** WHAT IS EXPECTED **
Report every line of the records beneath this task that holds the string "edges".

** DATASET RECORDS **

-.-.-

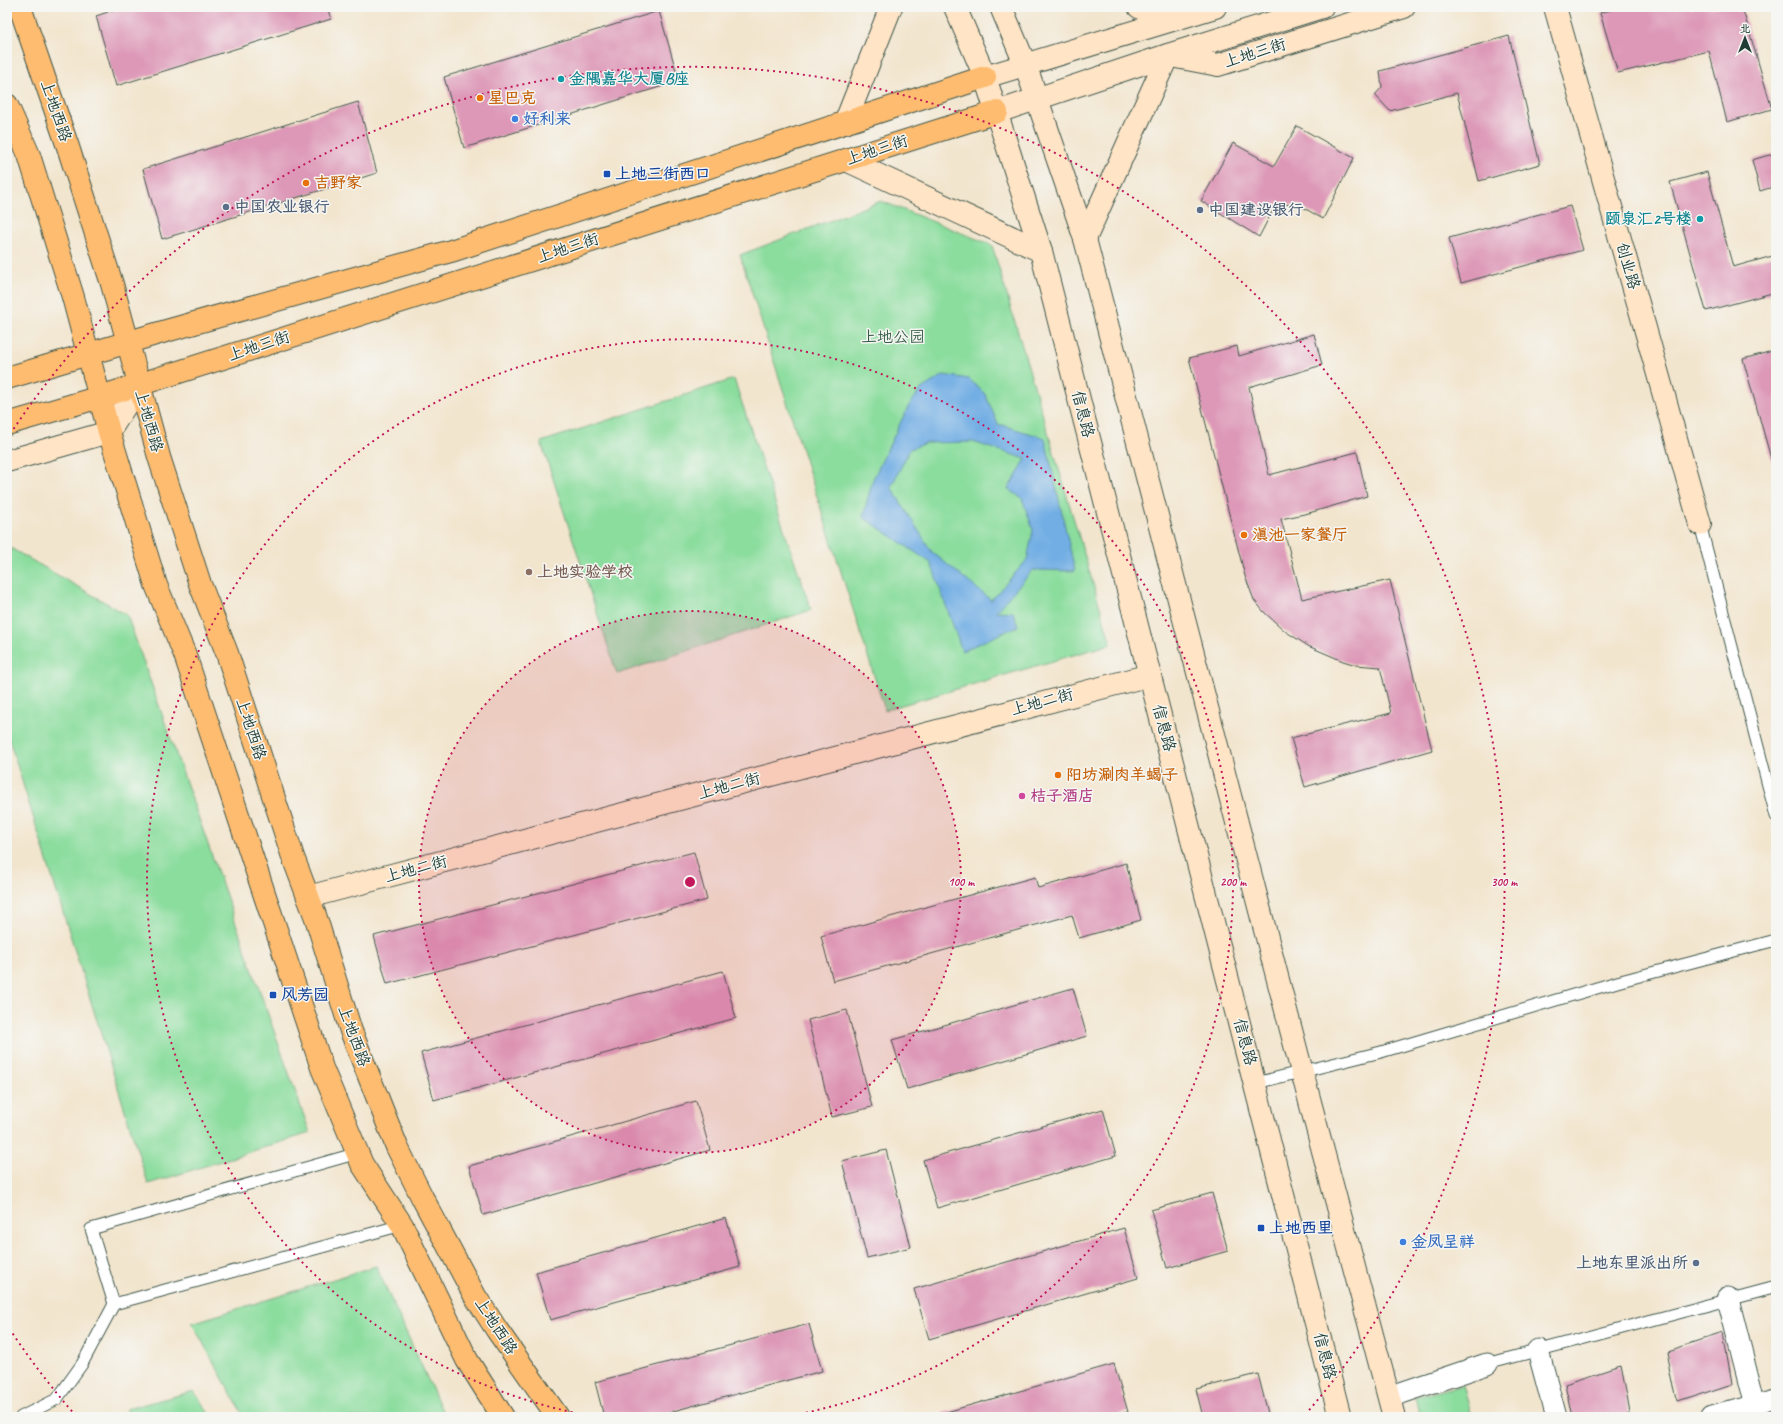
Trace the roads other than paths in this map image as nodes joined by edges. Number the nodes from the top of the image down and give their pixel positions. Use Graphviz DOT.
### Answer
graph roads {
  1 [pos="20,7"];
  2 [pos="891,7"];
  3 [pos="956,7"];
  4 [pos="1002,7"];
  5 [pos="1139,7"];
  6 [pos="1215,7"];
  7 [pos="1322,7"];
  8 [pos="1404,7"];
  9 [pos="1555,7"];
  10 [pos="1173,14"];
  11 [pos="1168,55"];
  12 [pos="1025,64"];
  13 [pos="985,77"];
  14 [pos="1037,98"];
  15 [pos="7,104"];
  16 [pos="997,112"];
  17 [pos="845,123"];
  18 [pos="846,160"];
  19 [pos="1085,240"];
  20 [pos="1041,251"];
  21 [pos="127,342"];
  22 [pos="89,353"];
  23 [pos="7,378"];
  24 [pos="139,384"];
  25 [pos="100,397"];
  26 [pos="7,424"];
  27 [pos="109,432"];
  28 [pos="7,461"];
  29 [pos="1700,524"];
  30 [pos="1150,675"];
  31 [pos="1776,816"];
  32 [pos="308,897"];
  33 [pos="1776,940"];
  34 [pos="1302,1072"];
  35 [pos="1256,1083"];
  36 [pos="358,1153"];
  37 [pos="402,1225"];
  38 [pos="1776,1286"];
  39 [pos="1728,1299"];
  40 [pos="114,1304"];
  41 [pos="1538,1350"];
  42 [pos="1487,1364"];
  43 [pos="1776,1399"];
  44 [pos="1755,1405"];
  45 [pos="1391,1407"];
  46 [pos="21,1417"];
  47 [pos="503,1417"];
  48 [pos="558,1417"];
  49 [pos="1340,1417"];
  50 [pos="1556,1417"];
  51 [pos="1712,1417"];
  1 -- 21 [label="main road, 上地西路"];
  2 -- 17 [label="main road"];
  3 -- 13 [label="main road, 信息路"];
  4 -- 12 [label="main road"];
  5 -- 10 [label="main road"];
  6 -- 10 [label="main road"];
  7 -- 11 [label="main road, 上地三街"];
  8 -- 11 [label="main road, 上地三街"];
  9 -- 29 [label="main road, 创业路"];
  10 -- 12 [label="main road"];
  11 -- 14 [label="main road"];
  11 -- 19 [label="main road"];
  12 -- 13 [label="main road"];
  12 -- 14 [label="main road"];
  13 -- 16 [label="main road, 信息路"];
  13 -- 17 [label="main road"];
  14 -- 16 [label="main road"];
  14 -- 19 [label="main road"];
  15 -- 22 [label="main road"];
  16 -- 18 [label="main road, 上地三街"];
  16 -- 20 [label="main road, 信息路"];
  17 -- 21 [label="main road"];
  18 -- 20 [label="main road"];
  18 -- 24 [label="main road, 上地三街"];
  19 -- 34 [label="main road"];
  20 -- 30 [label="main road, 信息路"];
  21 -- 22 [label="main road"];
  21 -- 24 [label="main road, 上地西路"];
  22 -- 23 [label="main road"];
  22 -- 25 [label="main road"];
  24 -- 25 [label="main road, 上地三街"];
  24 -- 27 [label="main road"];
  24 -- 32 [label="main road, 上地西路"];
  25 -- 26 [label="main road, 上地三街"];
  25 -- 27 [label="main road"];
  27 -- 28 [label="main road"];
  27 -- 36 [label="main road"];
  29 -- 31 [label="lane"];
  30 -- 32 [label="main road, 上地二街"];
  30 -- 35 [label="main road, 信息路"];
  32 -- 48 [label="main road, 上地西路"];
  33 -- 34 [label="lane"];
  34 -- 35 [label="lane"];
  34 -- 45 [label="main road"];
  35 -- 49 [label="main road, 信息路"];
  36 -- 37 [label="main road"];
  36 -- 40 [label="lane"];
  37 -- 40 [label="lane"];
  37 -- 47 [label="main road"];
  38 -- 39 [label="lane"];
  39 -- 41 [label="lane"];
  39 -- 44 [label="street"];
  40 -- 46 [label="lane"];
  41 -- 42 [label="lane"];
  41 -- 50 [label="street"];
  42 -- 45 [label="street"];
  43 -- 44 [label="street"];
  44 -- 51 [label="street"];
}
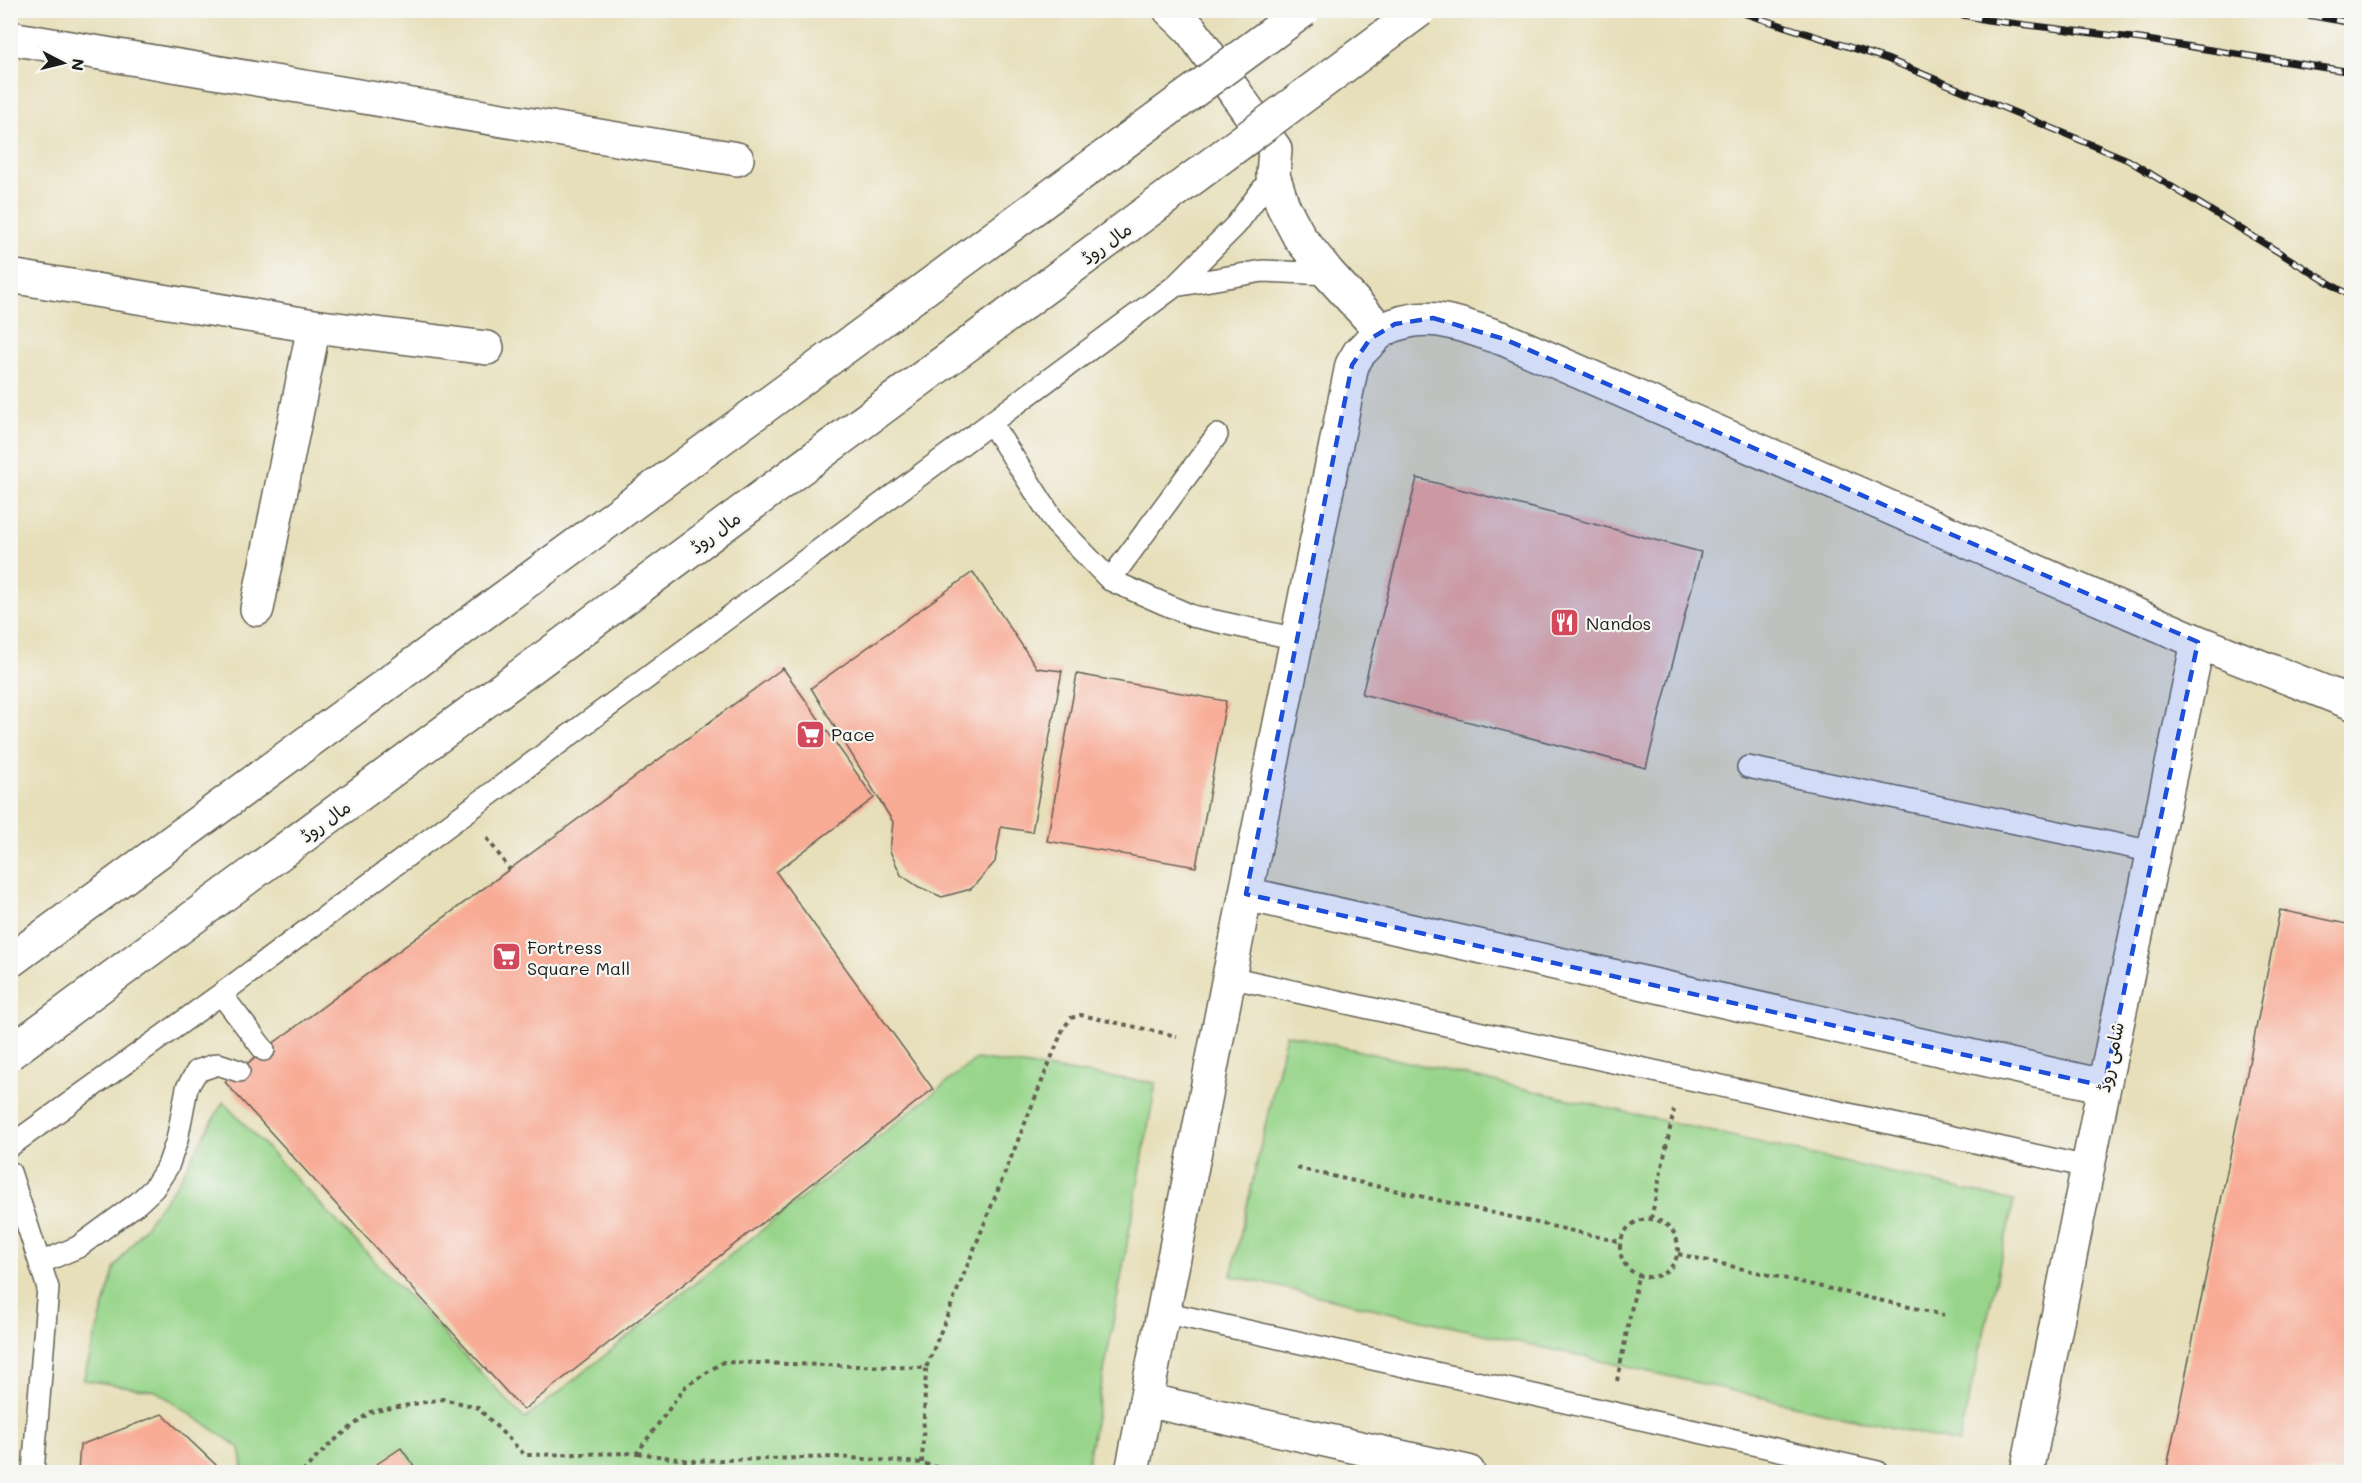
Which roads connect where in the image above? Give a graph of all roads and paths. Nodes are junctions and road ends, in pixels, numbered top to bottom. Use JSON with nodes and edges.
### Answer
{"nodes":[{"id":1,"x":1170,"y":10,"type":"edge"},
{"id":2,"x":1305,"y":10,"type":"edge"},
{"id":3,"x":1420,"y":10,"type":"edge"},
{"id":4,"x":10,"y":38,"type":"edge"},
{"id":5,"x":737,"y":159,"type":"dead end"},
{"id":6,"x":1273,"y":175,"type":"junction"},
{"id":7,"x":1329,"y":274,"type":"junction"},
{"id":8,"x":10,"y":276,"type":"edge"},
{"id":9,"x":1175,"y":286,"type":"junction"},
{"id":10,"x":314,"y":326,"type":"junction"},
{"id":11,"x":1381,"y":331,"type":"junction"},
{"id":12,"x":487,"y":348,"type":"dead end"},
{"id":13,"x":991,"y":423,"type":"junction"},
{"id":14,"x":1217,"y":435,"type":"dead end"},
{"id":15,"x":1110,"y":580,"type":"junction"},
{"id":16,"x":257,"y":609,"type":"dead end"},
{"id":17,"x":1297,"y":639,"type":"junction"},
{"id":18,"x":2198,"y":642,"type":"junction"},
{"id":19,"x":2352,"y":703,"type":"edge"},
{"id":20,"x":1748,"y":767,"type":"dead end"},
{"id":21,"x":2154,"y":852,"type":"junction"},
{"id":22,"x":1246,"y":894,"type":"junction"},
{"id":23,"x":10,"y":961,"type":"edge"},
{"id":24,"x":1229,"y":977,"type":"junction"},
{"id":25,"x":221,"y":994,"type":"junction"},
{"id":26,"x":1216,"y":1045,"type":"junction"},
{"id":27,"x":264,"y":1050,"type":"dead end"},
{"id":28,"x":10,"y":1053,"type":"edge"},
{"id":29,"x":240,"y":1071,"type":"dead end"},
{"id":30,"x":1682,"y":1077,"type":"junction"},
{"id":31,"x":2104,"y":1086,"type":"junction"},
{"id":32,"x":10,"y":1146,"type":"edge"},
{"id":33,"x":2088,"y":1167,"type":"junction"},
{"id":34,"x":1297,"y":1168,"type":"dead end"},
{"id":35,"x":10,"y":1172,"type":"edge"},
{"id":36,"x":1651,"y":1219,"type":"junction"},
{"id":37,"x":1621,"y":1242,"type":"junction"},
{"id":38,"x":1677,"y":1254,"type":"junction"},
{"id":39,"x":40,"y":1263,"type":"junction"},
{"id":40,"x":1638,"y":1276,"type":"junction"},
{"id":41,"x":1163,"y":1312,"type":"junction"},
{"id":42,"x":1944,"y":1315,"type":"dead end"},
{"id":43,"x":926,"y":1368,"type":"junction"},
{"id":44,"x":1146,"y":1400,"type":"junction"},
{"id":45,"x":1611,"y":1412,"type":"junction"},
{"id":46,"x":637,"y":1453,"type":"junction"},
{"id":47,"x":922,"y":1463,"type":"junction"},
{"id":48,"x":33,"y":1473,"type":"edge"},
{"id":49,"x":302,"y":1473,"type":"edge"},
{"id":50,"x":952,"y":1473,"type":"edge"},
{"id":51,"x":1132,"y":1473,"type":"edge"},
{"id":52,"x":1468,"y":1473,"type":"edge"},
{"id":53,"x":1878,"y":1473,"type":"edge"},
{"id":54,"x":2026,"y":1473,"type":"edge"}],
"edges":[{"from":1,"to":6,"type":"street"},
{"from":2,"to":23,"type":"street","bridge":true},
{"from":3,"to":28,"type":"street","name":"مال روڈ","bridge":true},
{"from":4,"to":5,"type":"street"},
{"from":6,"to":7,"type":"street"},
{"from":6,"to":9,"type":"lane"},
{"from":7,"to":9,"type":"lane"},
{"from":7,"to":11,"type":"street"},
{"from":8,"to":10,"type":"street"},
{"from":9,"to":13,"type":"lane"},
{"from":10,"to":12,"type":"street"},
{"from":10,"to":16,"type":"street"},
{"from":11,"to":17,"type":"street"},
{"from":11,"to":18,"type":"street"},
{"from":13,"to":15,"type":"lane"},
{"from":13,"to":25,"type":"lane"},
{"from":14,"to":15,"type":"lane"},
{"from":15,"to":17,"type":"lane"},
{"from":17,"to":22,"type":"street"},
{"from":18,"to":19,"type":"street"},
{"from":18,"to":21,"type":"street","name":"شامی روڈ"},
{"from":20,"to":21,"type":"lane"},
{"from":21,"to":31,"type":"street","name":"شامی روڈ"},
{"from":22,"to":24,"type":"street"},
{"from":22,"to":31,"type":"street"},
{"from":24,"to":26,"type":"street"},
{"from":24,"to":30,"type":"lane"},
{"from":25,"to":27,"type":"lane"},
{"from":25,"to":32,"type":"lane"},
{"from":26,"to":41,"type":"street"},
{"from":26,"to":43,"type":"path"},
{"from":29,"to":39,"type":"lane"},
{"from":30,"to":33,"type":"lane"},
{"from":30,"to":36,"type":"path"},
{"from":31,"to":33,"type":"street","name":"شامی روڈ"},
{"from":33,"to":54,"type":"street","name":"شامی روڈ"},
{"from":34,"to":37,"type":"path"},
{"from":35,"to":39,"type":"lane"},
{"from":36,"to":37,"type":"path"},
{"from":36,"to":38,"type":"path"},
{"from":37,"to":40,"type":"path"},
{"from":38,"to":40,"type":"path"},
{"from":38,"to":42,"type":"path"},
{"from":39,"to":48,"type":"lane"},
{"from":40,"to":45,"type":"path"},
{"from":41,"to":44,"type":"street"},
{"from":41,"to":45,"type":"lane"},
{"from":43,"to":46,"type":"path"},
{"from":43,"to":47,"type":"path"},
{"from":44,"to":51,"type":"street"},
{"from":44,"to":52,"type":"street"},
{"from":45,"to":53,"type":"lane"},
{"from":46,"to":47,"type":"path"},
{"from":46,"to":49,"type":"path"},
{"from":47,"to":50,"type":"path"}]}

-.-.-

** THE COMPLETED TASK **
Trace the roads other than paths in this map image as nodes joined by edges. Number the nodes from the top of the image down and give their pixel positions. Use Graphviz DOT.
Which roads connect where in the image above? Give a graph of all roads and paths. Nodes are junctions and road ends, in pixels, numbered top to bottom. Use JSON with nodes and edges.
"edges":[{"from":1,"to":6,"type":"street"},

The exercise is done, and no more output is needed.